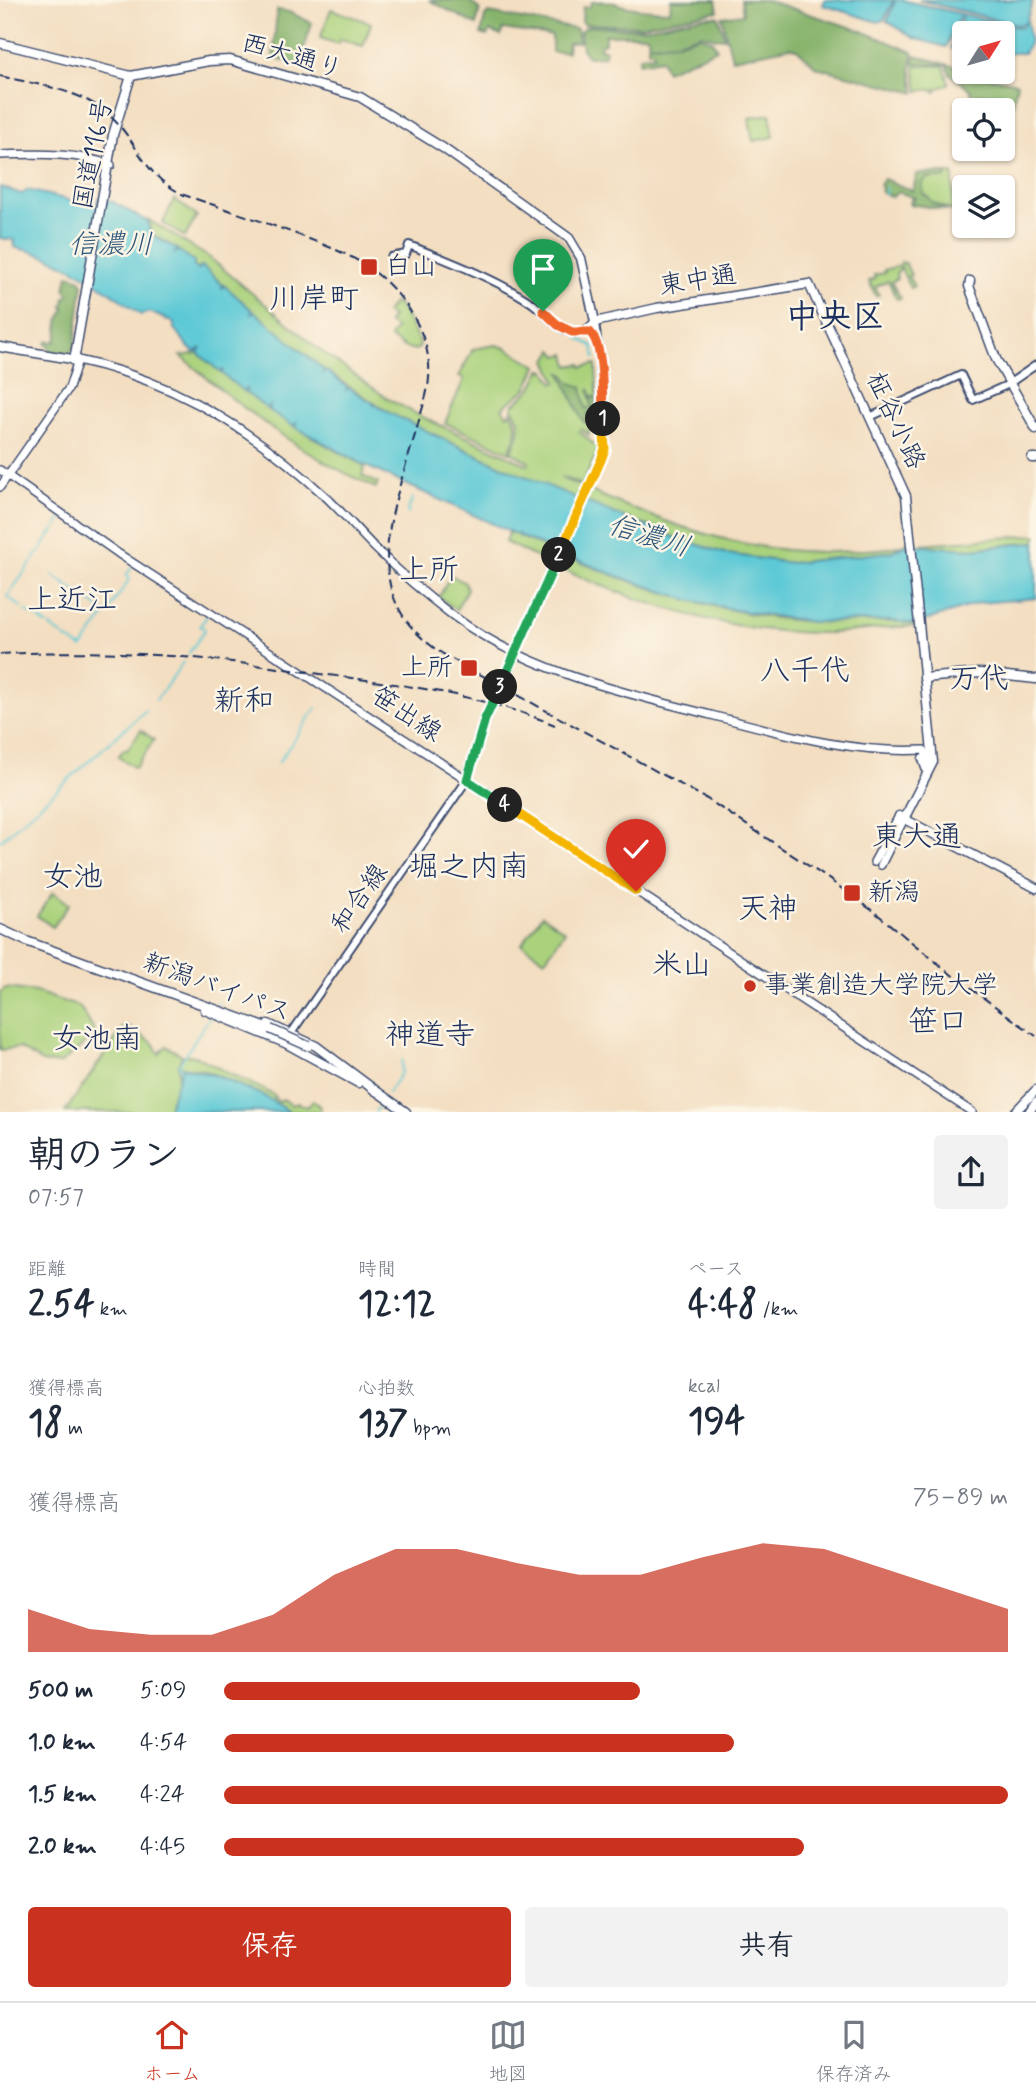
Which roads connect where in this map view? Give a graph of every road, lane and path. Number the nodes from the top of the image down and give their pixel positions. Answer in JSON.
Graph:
{"nodes":[{"id":1,"x":0,"y":43,"type":"edge"},
{"id":2,"x":131,"y":76,"type":"junction"},
{"id":3,"x":0,"y":155,"type":"edge"},
{"id":4,"x":110,"y":164,"type":"junction"},
{"id":5,"x":542,"y":218,"type":"junction"},
{"id":6,"x":391,"y":257,"type":"dead end"},
{"id":7,"x":584,"y":268,"type":"junction"},
{"id":8,"x":809,"y":284,"type":"joint"},
{"id":9,"x":595,"y":322,"type":"junction"},
{"id":10,"x":583,"y":331,"type":"junction"},
{"id":11,"x":596,"y":338,"type":"junction"},
{"id":12,"x":0,"y":348,"type":"edge"},
{"id":13,"x":76,"y":360,"type":"junction"},
{"id":14,"x":1036,"y":365,"type":"edge"},
{"id":15,"x":1010,"y":383,"type":"junction"},
{"id":16,"x":870,"y":417,"type":"junction"},
{"id":17,"x":1036,"y":421,"type":"edge"},
{"id":18,"x":1036,"y":429,"type":"edge"},
{"id":19,"x":4,"y":473,"type":"edge"},
{"id":20,"x":0,"y":485,"type":"edge"},
{"id":21,"x":515,"y":654,"type":"junction"},
{"id":22,"x":924,"y":678,"type":"junction"},
{"id":23,"x":1036,"y":679,"type":"edge"},
{"id":24,"x":929,"y":760,"type":"junction"},
{"id":25,"x":467,"y":780,"type":"junction"},
{"id":26,"x":902,"y":818,"type":"junction"},
{"id":27,"x":878,"y":864,"type":"dead end"},
{"id":28,"x":1036,"y":888,"type":"edge"},
{"id":29,"x":0,"y":931,"type":"edge"},
{"id":30,"x":105,"y":972,"type":"junction"},
{"id":31,"x":205,"y":1010,"type":"junction"},
{"id":32,"x":299,"y":1022,"type":"junction"},
{"id":33,"x":270,"y":1029,"type":"junction"},
{"id":34,"x":291,"y":1034,"type":"junction"},
{"id":35,"x":285,"y":1042,"type":"junction"},
{"id":36,"x":305,"y":1047,"type":"junction"},
{"id":37,"x":1036,"y":1090,"type":"edge"},
{"id":38,"x":1036,"y":1102,"type":"edge"},
{"id":39,"x":399,"y":1112,"type":"edge"},
{"id":40,"x":406,"y":1112,"type":"edge"},
{"id":41,"x":972,"y":1112,"type":"edge"},
{"id":42,"x":1015,"y":1112,"type":"edge"},
{"id":43,"x":1029,"y":1112,"type":"edge"}],
"edges":[{"from":1,"to":2,"type":"highway","name":"西大通り"},
{"from":2,"to":4,"type":"highway","name":"国道116号"},
{"from":2,"to":5,"type":"highway","name":"西大通り"},
{"from":3,"to":4,"type":"main road"},
{"from":4,"to":13,"type":"highway","name":"国道116号"},
{"from":5,"to":7,"type":"highway","name":"西大通り"},
{"from":5,"to":7,"type":"highway","name":"西大通り"},
{"from":6,"to":10,"type":"main road"},
{"from":7,"to":9,"type":"highway","name":"西大通り"},
{"from":8,"to":9,"type":"highway","name":"東中通"},
{"from":8,"to":16,"type":"highway","name":"柾谷小路"},
{"from":9,"to":10,"type":"main road"},
{"from":9,"to":11,"type":"main road"},
{"from":10,"to":11,"type":"main road"},
{"from":11,"to":21,"type":"main road"},
{"from":12,"to":13,"type":"highway"},
{"from":13,"to":19,"type":"main road"},
{"from":13,"to":21,"type":"main road"},
{"from":14,"to":15,"type":"main road"},
{"from":15,"to":15,"type":"highway"},
{"from":15,"to":16,"type":"main road"},
{"from":15,"to":17,"type":"highway"},
{"from":15,"to":18,"type":"highway"},
{"from":16,"to":22,"type":"highway","name":"柾谷小路"},
{"from":19,"to":20,"type":"main road"},
{"from":19,"to":25,"type":"main road","name":"笹出線"},
{"from":21,"to":24,"type":"main road"},
{"from":21,"to":25,"type":"main road","name":"和合線","bridge":true},
{"from":22,"to":23,"type":"highway"},
{"from":22,"to":24,"type":"highway","name":"柾谷小路"},
{"from":24,"to":26,"type":"highway"},
{"from":25,"to":32,"type":"main road","name":"和合線"},
{"from":25,"to":41,"type":"main road","name":"笹出線"},
{"from":26,"to":27,"type":"main road"},
{"from":26,"to":28,"type":"highway"},
{"from":29,"to":30,"type":"highway","name":"新潟バイパス"},
{"from":30,"to":31,"type":"highway","name":"新潟バイパス"},
{"from":30,"to":33,"type":"highway","name":"新潟バイパス"},
{"from":31,"to":33,"type":"highway","name":"新潟バイパス"},
{"from":31,"to":35,"type":"highway"},
{"from":32,"to":34,"type":"main road","name":"和合線"},
{"from":32,"to":36,"type":"main road"},
{"from":33,"to":34,"type":"highway"},
{"from":33,"to":35,"type":"highway"},
{"from":33,"to":36,"type":"highway","name":"新潟バイパス","bridge":true},
{"from":34,"to":35,"type":"main road","name":"和合線"},
{"from":34,"to":36,"type":"highway"},
{"from":35,"to":36,"type":"highway"},
{"from":36,"to":39,"type":"highway","name":"新潟バイパス"},
{"from":36,"to":40,"type":"highway","name":"新潟バイパス"},
{"from":37,"to":42,"type":"highway"},
{"from":38,"to":43,"type":"highway"}]}
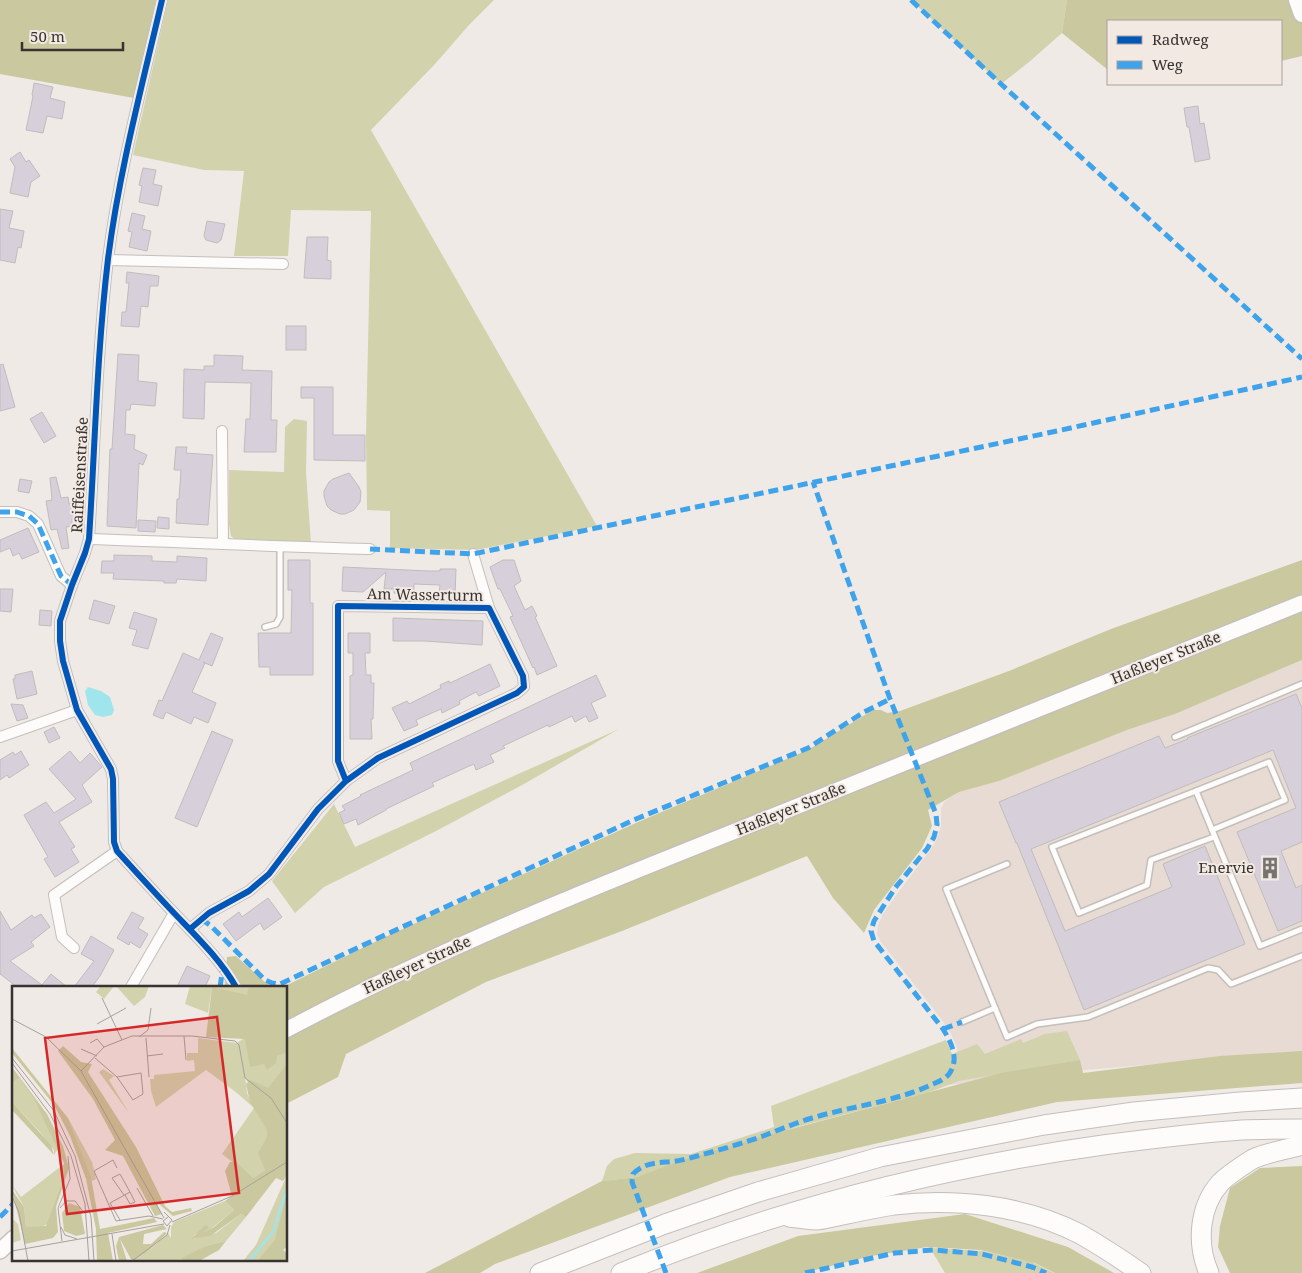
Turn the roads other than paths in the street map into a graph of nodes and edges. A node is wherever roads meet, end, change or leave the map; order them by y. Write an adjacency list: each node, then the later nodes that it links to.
1 (162, 0): 4 (street, Raiffeisenstraße)
2 (1297, 0): 3 (main road)
3 (1302, 14)
4 (108, 260): 5 (street); 8 (street, Raiffeisenstraße)
5 (283, 264)
6 (222, 430): 9 (street)
7 (0, 512): 13 (street)
8 (89, 539): 9 (street, Raiffeisenstraße); 13 (street, Raiffeisenstraße)
9 (222, 544): 10 (street, Raiffeisenstraße)
10 (280, 548): 11 (street, Raiffeisenstraße); 16 (lane)
11 (370, 550)
12 (473, 554): 15 (street, Am Wasserturm)
13 (72, 585): 18 (street, Raiffeisenstraße)
14 (1302, 603): 36 (main road, Haßleyer Straße)
15 (489, 608): 21 (street, Am Wasserturm); 21 (street, Am Wasserturm)
16 (265, 627)
17 (1302, 684): 19 (lane)
18 (78, 710): 20 (street); 25 (street, Raiffeisenstraße)
19 (1175, 736)
20 (0, 737)
21 (346, 781): 29 (street, Am Wasserturm)
22 (1196, 791): 23 (lane); 23 (lane); 24 (lane)
23 (1212, 830): 24 (lane)
24 (1214, 837): 28 (lane)
25 (117, 851): 27 (street); 30 (street)
26 (1007, 864): 34 (lane)
27 (174, 913): 29 (street); 32 (street)
28 (1302, 928)
29 (190, 929): 33 (street)
30 (74, 948)
31 (1302, 956): 34 (lane)
32 (132, 986)
33 (235, 986)
34 (995, 1008): 35 (lane)
35 (962, 1022)
36 (288, 1029)
37 (1302, 1098): 43 (highway)
38 (1302, 1129): 40 (highway)
39 (1302, 1145): 46 (highway)
40 (778, 1216): 44 (highway); 45 (highway)
41 (12, 1240): 42 (main road)
42 (0, 1251)
43 (540, 1273)
44 (622, 1273)
45 (1141, 1273)
46 (1210, 1273)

-*-*-

§ WHAT IS EXPECTED: Print the material above verbatim except the pictures.

§ PROBLEM SOLUTION:
Which roads connect where in this map view? Give a graph of every road, lane and path. Number the nodes from the top of the image down and give their pixel positions. Answer in JSON.
Graph:
{"nodes":[{"id":1,"x":0,"y":43,"type":"edge"},
{"id":2,"x":131,"y":76,"type":"junction"},
{"id":3,"x":0,"y":155,"type":"edge"},
{"id":4,"x":110,"y":164,"type":"junction"},
{"id":5,"x":542,"y":218,"type":"junction"},
{"id":6,"x":391,"y":257,"type":"dead end"},
{"id":7,"x":584,"y":268,"type":"junction"},
{"id":8,"x":809,"y":284,"type":"joint"},
{"id":9,"x":595,"y":322,"type":"junction"},
{"id":10,"x":583,"y":331,"type":"junction"},
{"id":11,"x":596,"y":338,"type":"junction"},
{"id":12,"x":0,"y":348,"type":"edge"},
{"id":13,"x":76,"y":360,"type":"junction"},
{"id":14,"x":1036,"y":365,"type":"edge"},
{"id":15,"x":1010,"y":383,"type":"junction"},
{"id":16,"x":870,"y":417,"type":"junction"},
{"id":17,"x":1036,"y":421,"type":"edge"},
{"id":18,"x":1036,"y":429,"type":"edge"},
{"id":19,"x":4,"y":473,"type":"edge"},
{"id":20,"x":0,"y":485,"type":"edge"},
{"id":21,"x":515,"y":654,"type":"junction"},
{"id":22,"x":924,"y":678,"type":"junction"},
{"id":23,"x":1036,"y":679,"type":"edge"},
{"id":24,"x":929,"y":760,"type":"junction"},
{"id":25,"x":467,"y":780,"type":"junction"},
{"id":26,"x":902,"y":818,"type":"junction"},
{"id":27,"x":878,"y":864,"type":"dead end"},
{"id":28,"x":1036,"y":888,"type":"edge"},
{"id":29,"x":0,"y":931,"type":"edge"},
{"id":30,"x":105,"y":972,"type":"junction"},
{"id":31,"x":205,"y":1010,"type":"junction"},
{"id":32,"x":299,"y":1022,"type":"junction"},
{"id":33,"x":270,"y":1029,"type":"junction"},
{"id":34,"x":291,"y":1034,"type":"junction"},
{"id":35,"x":285,"y":1042,"type":"junction"},
{"id":36,"x":305,"y":1047,"type":"junction"},
{"id":37,"x":1036,"y":1090,"type":"edge"},
{"id":38,"x":1036,"y":1102,"type":"edge"},
{"id":39,"x":399,"y":1112,"type":"edge"},
{"id":40,"x":406,"y":1112,"type":"edge"},
{"id":41,"x":972,"y":1112,"type":"edge"},
{"id":42,"x":1015,"y":1112,"type":"edge"},
{"id":43,"x":1029,"y":1112,"type":"edge"}],
"edges":[{"from":1,"to":2,"type":"highway","name":"西大通り"},
{"from":2,"to":4,"type":"highway","name":"国道116号"},
{"from":2,"to":5,"type":"highway","name":"西大通り"},
{"from":3,"to":4,"type":"main road"},
{"from":4,"to":13,"type":"highway","name":"国道116号"},
{"from":5,"to":7,"type":"highway","name":"西大通り"},
{"from":5,"to":7,"type":"highway","name":"西大通り"},
{"from":6,"to":10,"type":"main road"},
{"from":7,"to":9,"type":"highway","name":"西大通り"},
{"from":8,"to":9,"type":"highway","name":"東中通"},
{"from":8,"to":16,"type":"highway","name":"柾谷小路"},
{"from":9,"to":10,"type":"main road"},
{"from":9,"to":11,"type":"main road"},
{"from":10,"to":11,"type":"main road"},
{"from":11,"to":21,"type":"main road"},
{"from":12,"to":13,"type":"highway"},
{"from":13,"to":19,"type":"main road"},
{"from":13,"to":21,"type":"main road"},
{"from":14,"to":15,"type":"main road"},
{"from":15,"to":15,"type":"highway"},
{"from":15,"to":16,"type":"main road"},
{"from":15,"to":17,"type":"highway"},
{"from":15,"to":18,"type":"highway"},
{"from":16,"to":22,"type":"highway","name":"柾谷小路"},
{"from":19,"to":20,"type":"main road"},
{"from":19,"to":25,"type":"main road","name":"笹出線"},
{"from":21,"to":24,"type":"main road"},
{"from":21,"to":25,"type":"main road","name":"和合線","bridge":true},
{"from":22,"to":23,"type":"highway"},
{"from":22,"to":24,"type":"highway","name":"柾谷小路"},
{"from":24,"to":26,"type":"highway"},
{"from":25,"to":32,"type":"main road","name":"和合線"},
{"from":25,"to":41,"type":"main road","name":"笹出線"},
{"from":26,"to":27,"type":"main road"},
{"from":26,"to":28,"type":"highway"},
{"from":29,"to":30,"type":"highway","name":"新潟バイパス"},
{"from":30,"to":31,"type":"highway","name":"新潟バイパス"},
{"from":30,"to":33,"type":"highway","name":"新潟バイパス"},
{"from":31,"to":33,"type":"highway","name":"新潟バイパス"},
{"from":31,"to":35,"type":"highway"},
{"from":32,"to":34,"type":"main road","name":"和合線"},
{"from":32,"to":36,"type":"main road"},
{"from":33,"to":34,"type":"highway"},
{"from":33,"to":35,"type":"highway"},
{"from":33,"to":36,"type":"highway","name":"新潟バイパス","bridge":true},
{"from":34,"to":35,"type":"main road","name":"和合線"},
{"from":34,"to":36,"type":"highway"},
{"from":35,"to":36,"type":"highway"},
{"from":36,"to":39,"type":"highway","name":"新潟バイパス"},
{"from":36,"to":40,"type":"highway","name":"新潟バイパス"},
{"from":37,"to":42,"type":"highway"},
{"from":38,"to":43,"type":"highway"}]}
Turn the roads other than paths in the street map into a graph of nodes and edges. A node is wherever roads meet, end, change or leave the map; order them by y. Write an adjacency list: each node, then the later nodes that it links to.
1 (162, 0): 4 (street, Raiffeisenstraße)
2 (1297, 0): 3 (main road)
3 (1302, 14)
4 (108, 260): 5 (street); 8 (street, Raiffeisenstraße)
5 (283, 264)
6 (222, 430): 9 (street)
7 (0, 512): 13 (street)
8 (89, 539): 9 (street, Raiffeisenstraße); 13 (street, Raiffeisenstraße)
9 (222, 544): 10 (street, Raiffeisenstraße)
10 (280, 548): 11 (street, Raiffeisenstraße); 16 (lane)
11 (370, 550)
12 (473, 554): 15 (street, Am Wasserturm)
13 (72, 585): 18 (street, Raiffeisenstraße)
14 (1302, 603): 36 (main road, Haßleyer Straße)
15 (489, 608): 21 (street, Am Wasserturm); 21 (street, Am Wasserturm)
16 (265, 627)
17 (1302, 684): 19 (lane)
18 (78, 710): 20 (street); 25 (street, Raiffeisenstraße)
19 (1175, 736)
20 (0, 737)
21 (346, 781): 29 (street, Am Wasserturm)
22 (1196, 791): 23 (lane); 23 (lane); 24 (lane)
23 (1212, 830): 24 (lane)
24 (1214, 837): 28 (lane)
25 (117, 851): 27 (street); 30 (street)
26 (1007, 864): 34 (lane)
27 (174, 913): 29 (street); 32 (street)
28 (1302, 928)
29 (190, 929): 33 (street)
30 (74, 948)
31 (1302, 956): 34 (lane)
32 (132, 986)
33 (235, 986)
34 (995, 1008): 35 (lane)
35 (962, 1022)
36 (288, 1029)
37 (1302, 1098): 43 (highway)
38 (1302, 1129): 40 (highway)
39 (1302, 1145): 46 (highway)
40 (778, 1216): 44 (highway); 45 (highway)
41 (12, 1240): 42 (main road)
42 (0, 1251)
43 (540, 1273)
44 (622, 1273)
45 (1141, 1273)
46 (1210, 1273)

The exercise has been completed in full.